=== Material for this exercise ===

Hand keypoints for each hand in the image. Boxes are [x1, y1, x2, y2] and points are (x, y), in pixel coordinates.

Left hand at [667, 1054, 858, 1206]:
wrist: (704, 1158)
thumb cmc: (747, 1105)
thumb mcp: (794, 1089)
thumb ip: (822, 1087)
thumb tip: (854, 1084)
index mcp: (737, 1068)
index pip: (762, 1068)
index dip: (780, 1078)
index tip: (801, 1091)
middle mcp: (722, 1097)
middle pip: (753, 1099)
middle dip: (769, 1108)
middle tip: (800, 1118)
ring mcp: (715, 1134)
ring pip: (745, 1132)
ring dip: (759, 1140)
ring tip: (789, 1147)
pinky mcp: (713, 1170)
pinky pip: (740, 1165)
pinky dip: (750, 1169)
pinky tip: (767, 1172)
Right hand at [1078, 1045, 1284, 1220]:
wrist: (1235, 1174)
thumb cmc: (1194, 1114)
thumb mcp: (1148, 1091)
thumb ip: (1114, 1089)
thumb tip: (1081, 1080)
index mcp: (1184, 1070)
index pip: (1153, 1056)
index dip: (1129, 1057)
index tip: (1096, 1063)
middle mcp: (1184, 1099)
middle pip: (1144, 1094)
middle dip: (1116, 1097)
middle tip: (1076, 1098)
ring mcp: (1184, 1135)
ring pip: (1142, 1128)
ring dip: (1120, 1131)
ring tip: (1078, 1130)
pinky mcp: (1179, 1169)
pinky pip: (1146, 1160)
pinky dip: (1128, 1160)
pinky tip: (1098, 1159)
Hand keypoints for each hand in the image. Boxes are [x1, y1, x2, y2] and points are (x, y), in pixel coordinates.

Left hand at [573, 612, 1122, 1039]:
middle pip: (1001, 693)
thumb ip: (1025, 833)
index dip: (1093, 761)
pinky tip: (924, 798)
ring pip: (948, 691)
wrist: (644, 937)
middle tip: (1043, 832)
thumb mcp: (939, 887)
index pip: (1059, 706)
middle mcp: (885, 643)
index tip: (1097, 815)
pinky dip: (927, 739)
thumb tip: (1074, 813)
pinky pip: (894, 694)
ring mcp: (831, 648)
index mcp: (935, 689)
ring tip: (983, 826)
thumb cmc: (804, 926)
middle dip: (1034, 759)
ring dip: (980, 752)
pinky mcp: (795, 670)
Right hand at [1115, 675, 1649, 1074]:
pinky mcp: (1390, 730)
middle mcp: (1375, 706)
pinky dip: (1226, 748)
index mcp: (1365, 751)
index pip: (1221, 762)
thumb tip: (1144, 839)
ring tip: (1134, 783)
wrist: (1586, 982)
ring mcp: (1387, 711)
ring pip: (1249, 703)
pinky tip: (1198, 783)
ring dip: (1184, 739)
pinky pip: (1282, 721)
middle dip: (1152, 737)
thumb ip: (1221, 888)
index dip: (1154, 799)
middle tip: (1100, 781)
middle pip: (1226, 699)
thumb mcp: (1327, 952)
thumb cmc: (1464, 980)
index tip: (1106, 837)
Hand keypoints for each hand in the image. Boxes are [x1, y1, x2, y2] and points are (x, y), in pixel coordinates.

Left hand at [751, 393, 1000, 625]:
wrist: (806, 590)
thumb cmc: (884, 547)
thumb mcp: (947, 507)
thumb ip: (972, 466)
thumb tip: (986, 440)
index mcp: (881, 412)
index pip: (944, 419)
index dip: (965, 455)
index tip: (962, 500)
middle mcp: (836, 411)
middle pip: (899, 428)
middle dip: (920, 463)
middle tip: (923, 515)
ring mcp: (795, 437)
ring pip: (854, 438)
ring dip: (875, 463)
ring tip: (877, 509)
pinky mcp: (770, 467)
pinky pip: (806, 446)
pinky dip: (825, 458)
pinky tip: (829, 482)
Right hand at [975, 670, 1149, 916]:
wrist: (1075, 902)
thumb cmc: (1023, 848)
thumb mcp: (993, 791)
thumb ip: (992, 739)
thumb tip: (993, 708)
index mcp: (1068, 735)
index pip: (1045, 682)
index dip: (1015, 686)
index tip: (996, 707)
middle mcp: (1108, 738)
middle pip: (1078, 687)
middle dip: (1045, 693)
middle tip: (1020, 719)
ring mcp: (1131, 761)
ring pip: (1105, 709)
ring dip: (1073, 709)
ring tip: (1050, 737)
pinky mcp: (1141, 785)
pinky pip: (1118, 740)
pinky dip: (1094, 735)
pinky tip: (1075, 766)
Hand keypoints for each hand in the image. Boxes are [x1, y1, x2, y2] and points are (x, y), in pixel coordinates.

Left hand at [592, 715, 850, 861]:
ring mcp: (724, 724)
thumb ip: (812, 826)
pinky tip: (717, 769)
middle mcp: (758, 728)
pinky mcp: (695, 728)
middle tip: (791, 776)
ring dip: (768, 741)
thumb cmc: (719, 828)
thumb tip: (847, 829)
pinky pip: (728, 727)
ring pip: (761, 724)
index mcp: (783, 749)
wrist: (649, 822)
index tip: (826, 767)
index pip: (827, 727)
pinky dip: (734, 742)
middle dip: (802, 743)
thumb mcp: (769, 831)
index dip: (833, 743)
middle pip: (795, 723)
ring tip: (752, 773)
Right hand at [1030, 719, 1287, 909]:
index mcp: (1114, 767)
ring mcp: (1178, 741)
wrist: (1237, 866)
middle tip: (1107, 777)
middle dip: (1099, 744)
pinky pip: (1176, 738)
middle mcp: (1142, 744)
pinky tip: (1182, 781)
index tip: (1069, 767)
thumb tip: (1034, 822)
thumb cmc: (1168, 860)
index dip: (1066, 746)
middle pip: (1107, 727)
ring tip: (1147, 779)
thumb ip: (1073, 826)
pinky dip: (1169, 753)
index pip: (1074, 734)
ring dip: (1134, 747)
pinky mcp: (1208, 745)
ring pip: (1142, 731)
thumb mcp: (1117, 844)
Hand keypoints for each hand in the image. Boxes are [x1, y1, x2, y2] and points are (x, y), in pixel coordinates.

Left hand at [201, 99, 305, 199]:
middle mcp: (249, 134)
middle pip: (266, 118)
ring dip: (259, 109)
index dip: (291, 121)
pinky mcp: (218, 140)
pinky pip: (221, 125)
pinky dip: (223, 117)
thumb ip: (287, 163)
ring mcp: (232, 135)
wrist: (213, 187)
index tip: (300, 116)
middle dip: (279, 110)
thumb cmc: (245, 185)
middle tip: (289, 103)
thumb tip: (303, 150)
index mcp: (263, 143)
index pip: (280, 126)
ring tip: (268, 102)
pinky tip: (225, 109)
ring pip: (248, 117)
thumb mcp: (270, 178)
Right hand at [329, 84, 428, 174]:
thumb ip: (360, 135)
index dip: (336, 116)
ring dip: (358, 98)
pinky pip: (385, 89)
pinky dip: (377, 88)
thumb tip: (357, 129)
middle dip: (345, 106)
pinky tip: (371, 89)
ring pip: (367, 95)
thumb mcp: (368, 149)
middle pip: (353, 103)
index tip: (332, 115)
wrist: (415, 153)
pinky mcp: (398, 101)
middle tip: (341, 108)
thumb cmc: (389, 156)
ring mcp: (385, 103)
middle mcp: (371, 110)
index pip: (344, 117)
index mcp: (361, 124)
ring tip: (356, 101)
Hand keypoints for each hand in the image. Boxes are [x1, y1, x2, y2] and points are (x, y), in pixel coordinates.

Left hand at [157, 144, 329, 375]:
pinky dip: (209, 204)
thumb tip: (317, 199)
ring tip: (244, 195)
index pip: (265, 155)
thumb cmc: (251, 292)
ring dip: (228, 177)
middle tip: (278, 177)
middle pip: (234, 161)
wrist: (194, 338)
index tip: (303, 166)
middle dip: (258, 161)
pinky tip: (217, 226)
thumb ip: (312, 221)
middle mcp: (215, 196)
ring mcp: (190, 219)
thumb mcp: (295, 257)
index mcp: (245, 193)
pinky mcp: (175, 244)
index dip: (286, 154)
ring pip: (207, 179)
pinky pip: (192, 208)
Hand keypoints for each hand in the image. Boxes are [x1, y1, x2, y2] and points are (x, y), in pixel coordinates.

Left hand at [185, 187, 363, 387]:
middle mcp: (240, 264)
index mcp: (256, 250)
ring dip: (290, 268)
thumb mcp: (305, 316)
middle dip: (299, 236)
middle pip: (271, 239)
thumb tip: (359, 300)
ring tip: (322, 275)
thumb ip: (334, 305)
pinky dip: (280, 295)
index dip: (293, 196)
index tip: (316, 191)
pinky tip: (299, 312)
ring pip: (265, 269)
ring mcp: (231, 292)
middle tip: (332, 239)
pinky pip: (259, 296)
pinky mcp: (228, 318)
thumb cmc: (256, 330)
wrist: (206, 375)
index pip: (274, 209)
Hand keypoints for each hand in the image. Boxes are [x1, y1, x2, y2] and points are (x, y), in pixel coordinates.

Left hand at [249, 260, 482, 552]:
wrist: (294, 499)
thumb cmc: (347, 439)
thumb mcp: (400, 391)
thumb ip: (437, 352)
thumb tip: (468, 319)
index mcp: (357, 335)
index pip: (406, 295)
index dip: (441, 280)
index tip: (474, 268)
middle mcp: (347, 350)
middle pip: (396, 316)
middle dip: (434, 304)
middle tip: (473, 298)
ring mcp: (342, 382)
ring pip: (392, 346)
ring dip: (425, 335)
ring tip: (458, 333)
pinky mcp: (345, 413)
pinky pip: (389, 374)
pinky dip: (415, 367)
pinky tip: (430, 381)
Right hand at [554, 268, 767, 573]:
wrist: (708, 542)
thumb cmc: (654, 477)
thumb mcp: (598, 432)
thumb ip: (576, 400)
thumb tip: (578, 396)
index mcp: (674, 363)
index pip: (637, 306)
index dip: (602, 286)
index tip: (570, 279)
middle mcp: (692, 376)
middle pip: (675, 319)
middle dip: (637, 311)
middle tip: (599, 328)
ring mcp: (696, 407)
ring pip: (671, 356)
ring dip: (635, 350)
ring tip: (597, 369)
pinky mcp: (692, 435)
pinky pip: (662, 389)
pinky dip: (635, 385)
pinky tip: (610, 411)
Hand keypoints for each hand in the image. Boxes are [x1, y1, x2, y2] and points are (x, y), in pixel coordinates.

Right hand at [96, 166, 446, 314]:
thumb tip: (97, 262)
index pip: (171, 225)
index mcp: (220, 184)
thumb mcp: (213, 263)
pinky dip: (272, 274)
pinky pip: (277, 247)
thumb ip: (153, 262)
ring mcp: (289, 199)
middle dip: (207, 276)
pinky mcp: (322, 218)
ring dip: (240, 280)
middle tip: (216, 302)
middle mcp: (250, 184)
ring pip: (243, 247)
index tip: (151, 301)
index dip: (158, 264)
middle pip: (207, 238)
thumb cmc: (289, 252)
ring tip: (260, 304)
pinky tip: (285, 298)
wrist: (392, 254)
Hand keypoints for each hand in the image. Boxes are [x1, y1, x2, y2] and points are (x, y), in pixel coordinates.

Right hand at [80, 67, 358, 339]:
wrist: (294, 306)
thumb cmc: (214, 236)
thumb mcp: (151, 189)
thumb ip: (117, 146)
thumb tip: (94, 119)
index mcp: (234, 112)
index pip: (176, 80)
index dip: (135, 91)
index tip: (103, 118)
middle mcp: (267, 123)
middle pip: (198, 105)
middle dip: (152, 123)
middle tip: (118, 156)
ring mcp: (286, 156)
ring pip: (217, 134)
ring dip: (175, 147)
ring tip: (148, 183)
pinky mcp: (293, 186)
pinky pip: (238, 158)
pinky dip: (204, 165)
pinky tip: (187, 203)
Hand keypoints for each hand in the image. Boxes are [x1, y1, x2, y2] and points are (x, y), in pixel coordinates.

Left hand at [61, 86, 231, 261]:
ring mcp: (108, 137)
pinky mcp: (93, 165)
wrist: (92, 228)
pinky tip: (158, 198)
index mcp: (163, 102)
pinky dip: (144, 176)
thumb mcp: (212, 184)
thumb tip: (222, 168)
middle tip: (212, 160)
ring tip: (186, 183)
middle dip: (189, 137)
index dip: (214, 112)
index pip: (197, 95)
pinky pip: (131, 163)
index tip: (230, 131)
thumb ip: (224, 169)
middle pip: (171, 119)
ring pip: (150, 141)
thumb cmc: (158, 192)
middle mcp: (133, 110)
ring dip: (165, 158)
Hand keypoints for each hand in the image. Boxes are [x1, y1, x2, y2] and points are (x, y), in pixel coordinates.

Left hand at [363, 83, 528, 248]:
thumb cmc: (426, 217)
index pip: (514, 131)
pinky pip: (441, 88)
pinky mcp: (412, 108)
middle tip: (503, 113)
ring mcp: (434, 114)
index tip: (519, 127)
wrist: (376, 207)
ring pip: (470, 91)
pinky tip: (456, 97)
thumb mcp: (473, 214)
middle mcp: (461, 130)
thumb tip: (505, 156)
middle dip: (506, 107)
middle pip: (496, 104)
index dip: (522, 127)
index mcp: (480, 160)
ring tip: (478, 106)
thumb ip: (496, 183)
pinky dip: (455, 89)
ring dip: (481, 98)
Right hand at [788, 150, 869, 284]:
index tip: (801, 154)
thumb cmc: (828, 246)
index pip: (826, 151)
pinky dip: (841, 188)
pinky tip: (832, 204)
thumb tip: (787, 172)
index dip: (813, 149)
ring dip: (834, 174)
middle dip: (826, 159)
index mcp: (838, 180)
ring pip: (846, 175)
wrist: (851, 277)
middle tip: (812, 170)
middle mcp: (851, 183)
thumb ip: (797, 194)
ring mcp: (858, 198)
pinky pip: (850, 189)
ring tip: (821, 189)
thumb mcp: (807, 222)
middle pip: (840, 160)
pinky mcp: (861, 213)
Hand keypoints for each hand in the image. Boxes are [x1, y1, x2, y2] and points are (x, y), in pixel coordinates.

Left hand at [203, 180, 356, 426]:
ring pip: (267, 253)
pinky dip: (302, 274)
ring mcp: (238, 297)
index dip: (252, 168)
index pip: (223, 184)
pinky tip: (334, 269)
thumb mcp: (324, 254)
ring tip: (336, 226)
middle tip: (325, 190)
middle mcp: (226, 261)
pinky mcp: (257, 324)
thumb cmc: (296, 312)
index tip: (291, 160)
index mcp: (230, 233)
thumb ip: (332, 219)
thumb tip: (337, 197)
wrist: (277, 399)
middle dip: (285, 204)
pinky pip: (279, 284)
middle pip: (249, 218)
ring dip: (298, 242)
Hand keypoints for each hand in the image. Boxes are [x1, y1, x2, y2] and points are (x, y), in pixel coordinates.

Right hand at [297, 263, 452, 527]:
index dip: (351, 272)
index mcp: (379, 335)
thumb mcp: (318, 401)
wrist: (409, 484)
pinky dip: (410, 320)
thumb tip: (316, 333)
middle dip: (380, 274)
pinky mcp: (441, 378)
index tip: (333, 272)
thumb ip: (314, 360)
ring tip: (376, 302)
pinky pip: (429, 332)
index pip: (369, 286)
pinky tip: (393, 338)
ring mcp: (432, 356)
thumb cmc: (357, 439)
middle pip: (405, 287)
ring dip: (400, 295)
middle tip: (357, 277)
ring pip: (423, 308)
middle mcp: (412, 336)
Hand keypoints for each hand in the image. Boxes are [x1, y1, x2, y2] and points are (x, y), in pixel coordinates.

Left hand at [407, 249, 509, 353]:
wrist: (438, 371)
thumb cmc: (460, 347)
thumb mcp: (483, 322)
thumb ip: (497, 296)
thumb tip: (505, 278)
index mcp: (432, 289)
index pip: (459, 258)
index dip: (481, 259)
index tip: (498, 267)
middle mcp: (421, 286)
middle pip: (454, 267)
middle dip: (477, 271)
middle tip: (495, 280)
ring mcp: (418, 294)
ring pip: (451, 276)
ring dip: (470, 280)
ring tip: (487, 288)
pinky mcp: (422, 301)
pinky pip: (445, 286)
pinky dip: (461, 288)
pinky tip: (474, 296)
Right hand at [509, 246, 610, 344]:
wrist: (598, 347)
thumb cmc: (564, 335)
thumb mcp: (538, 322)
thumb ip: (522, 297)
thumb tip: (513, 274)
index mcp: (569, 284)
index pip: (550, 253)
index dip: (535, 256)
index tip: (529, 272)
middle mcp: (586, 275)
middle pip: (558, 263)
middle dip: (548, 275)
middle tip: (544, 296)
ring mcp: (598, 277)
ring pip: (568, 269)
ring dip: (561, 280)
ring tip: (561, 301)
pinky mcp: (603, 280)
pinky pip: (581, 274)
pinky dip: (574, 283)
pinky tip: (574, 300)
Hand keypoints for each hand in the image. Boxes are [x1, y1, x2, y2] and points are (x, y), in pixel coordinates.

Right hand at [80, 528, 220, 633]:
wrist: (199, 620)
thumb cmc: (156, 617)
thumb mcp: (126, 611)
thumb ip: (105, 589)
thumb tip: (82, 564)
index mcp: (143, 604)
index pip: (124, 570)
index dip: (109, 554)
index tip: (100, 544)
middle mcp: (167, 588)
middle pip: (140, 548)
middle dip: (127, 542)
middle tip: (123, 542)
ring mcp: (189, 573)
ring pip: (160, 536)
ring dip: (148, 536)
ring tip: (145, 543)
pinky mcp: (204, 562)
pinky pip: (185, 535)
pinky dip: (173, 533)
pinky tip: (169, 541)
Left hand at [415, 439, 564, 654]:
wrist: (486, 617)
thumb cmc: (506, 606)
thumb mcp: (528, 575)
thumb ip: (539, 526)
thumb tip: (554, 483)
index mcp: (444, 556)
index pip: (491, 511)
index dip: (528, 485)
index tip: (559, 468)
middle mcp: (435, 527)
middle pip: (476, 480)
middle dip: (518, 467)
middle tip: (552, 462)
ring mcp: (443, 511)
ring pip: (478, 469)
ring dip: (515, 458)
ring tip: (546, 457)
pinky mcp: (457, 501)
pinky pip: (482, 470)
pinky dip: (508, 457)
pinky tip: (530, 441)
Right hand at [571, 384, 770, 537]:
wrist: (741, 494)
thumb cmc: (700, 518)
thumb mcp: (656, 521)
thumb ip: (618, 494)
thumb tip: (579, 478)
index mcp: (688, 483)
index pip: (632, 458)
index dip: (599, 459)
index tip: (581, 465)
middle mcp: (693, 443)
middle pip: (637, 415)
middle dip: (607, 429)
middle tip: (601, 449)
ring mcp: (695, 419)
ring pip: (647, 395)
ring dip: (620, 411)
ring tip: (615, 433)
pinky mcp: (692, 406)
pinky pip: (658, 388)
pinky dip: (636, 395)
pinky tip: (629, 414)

===

Task objective =>
If a line comes after the one that contains "index mcp: (737, 1068)", leave it out; return every line of the entries up to that point exactly, starting with the first, with that line included.

Output for this task =>
Hand keypoints for each hand in the image. Boxes are [x1, y1, x2, y2] and points are (x, y), in pixel coordinates.

Left hand at [667, 1054, 858, 1206]:
wrist: (704, 1158)
thumb cmc: (747, 1105)
thumb mcp: (794, 1089)
thumb ip: (822, 1087)
thumb tip: (854, 1084)
index mcp: (737, 1068)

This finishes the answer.